Part of what made Group so captivating for me was the novelty of the pure and unbridled honesty of the writing. As I said at the time, "it’s one that probably wouldn’t work as fiction because enough of the things that happen are too absurd to believe." Tate is fearless when it comes to chronicling events, particularly those where she is cast in an unflattering light. There are plenty in B.F.F., whether it's her grade school obsession with being best friends with the most popular girl, her high school obsession with a boyfriend, or her jealousy of other women in adulthood. While B.F.F. lacks the novelty of Group, the things that made Group such a memorable and enjoyable memoir for me also play out here.


One interesting evolution from Group is that I think that B.F.F. contains a good amount of useful self-help information, whereas Group was more simply a chronicle of Christie's journey to a stable life via an unconventional form of therapy. Female friendship and male friendship is distinctly different, and as a man it was kind of intriguing to peek behind the curtain of how women interact with each other and develop their friendships. It made it a little harder for me to relate, but there are valuable nuggets for any reader, and I suspect most women have shared several similar experiences to those Tate describes. There's an underlying layer of subtle advice to this book that I think will ring true with many female readers.


While reading Group was like watching a trainwreck, there is a greater level of relatability in B.F.F. I didn't enjoy it on quite the same level, but it's close.
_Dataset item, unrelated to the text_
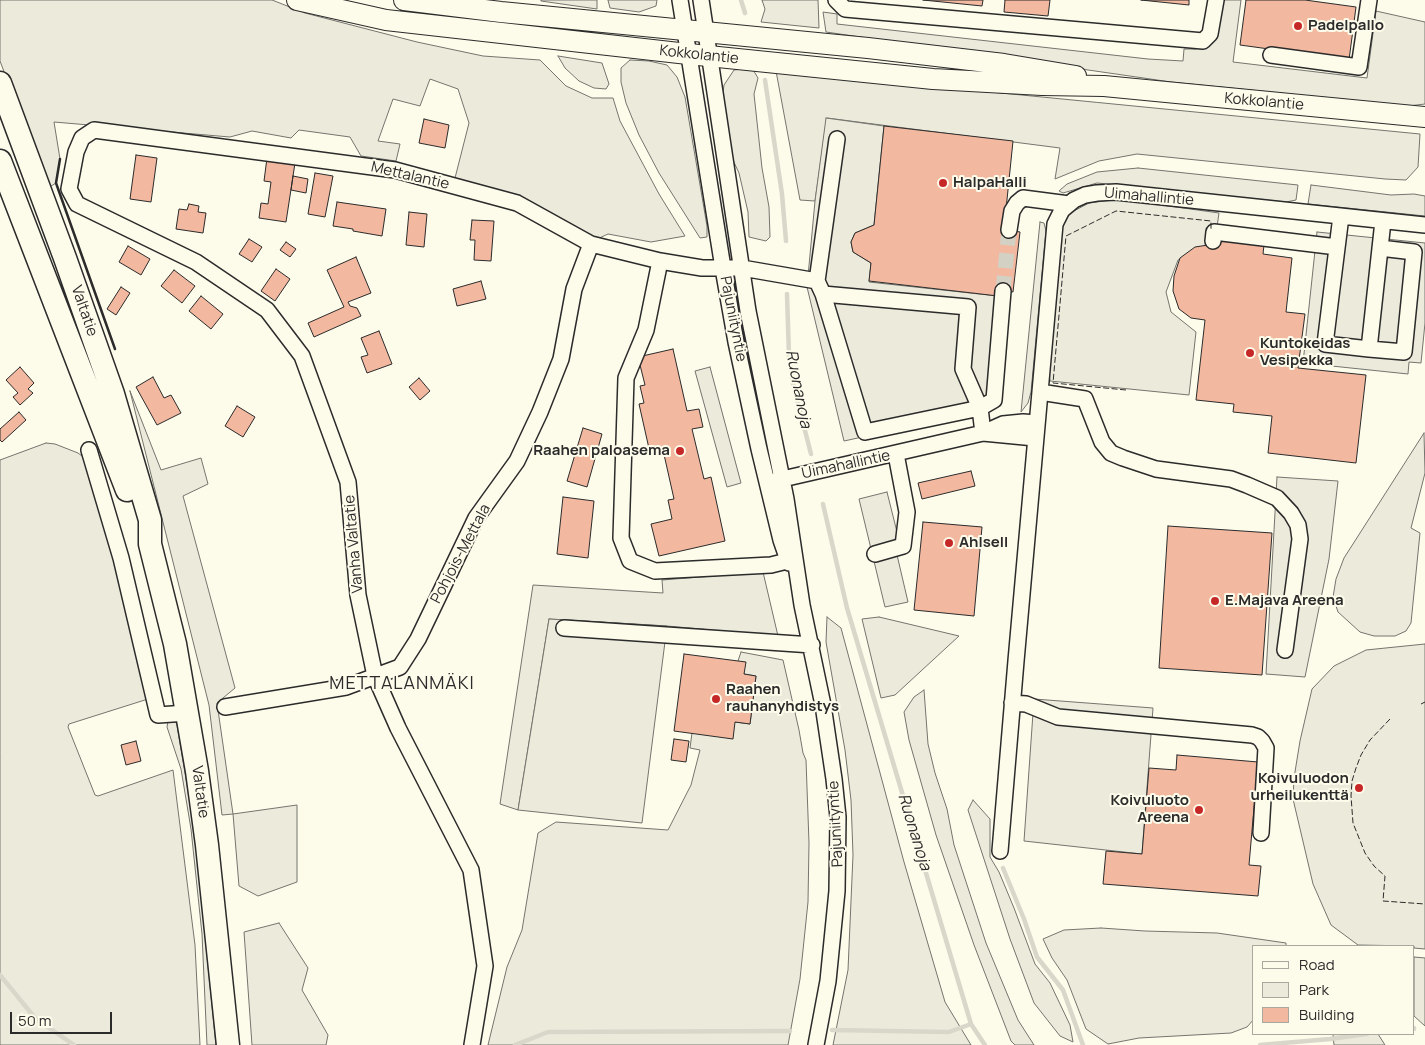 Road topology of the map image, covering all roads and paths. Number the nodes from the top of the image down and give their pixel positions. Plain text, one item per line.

In the acknowledgements Tate says "Thank you to my parents for calmly accepting my memoir career -- I promise I'll give fiction a go next." I do think yet another memoir would be going to the well once too often, because there are small portions of this that feel like a retread of what worked previously, but I'm a big fan of how Tate writes and I'll be just as interested to read her fiction if she does in fact go in that direction.


If you haven't read Group, read that one first, but then make space for this on your shelf.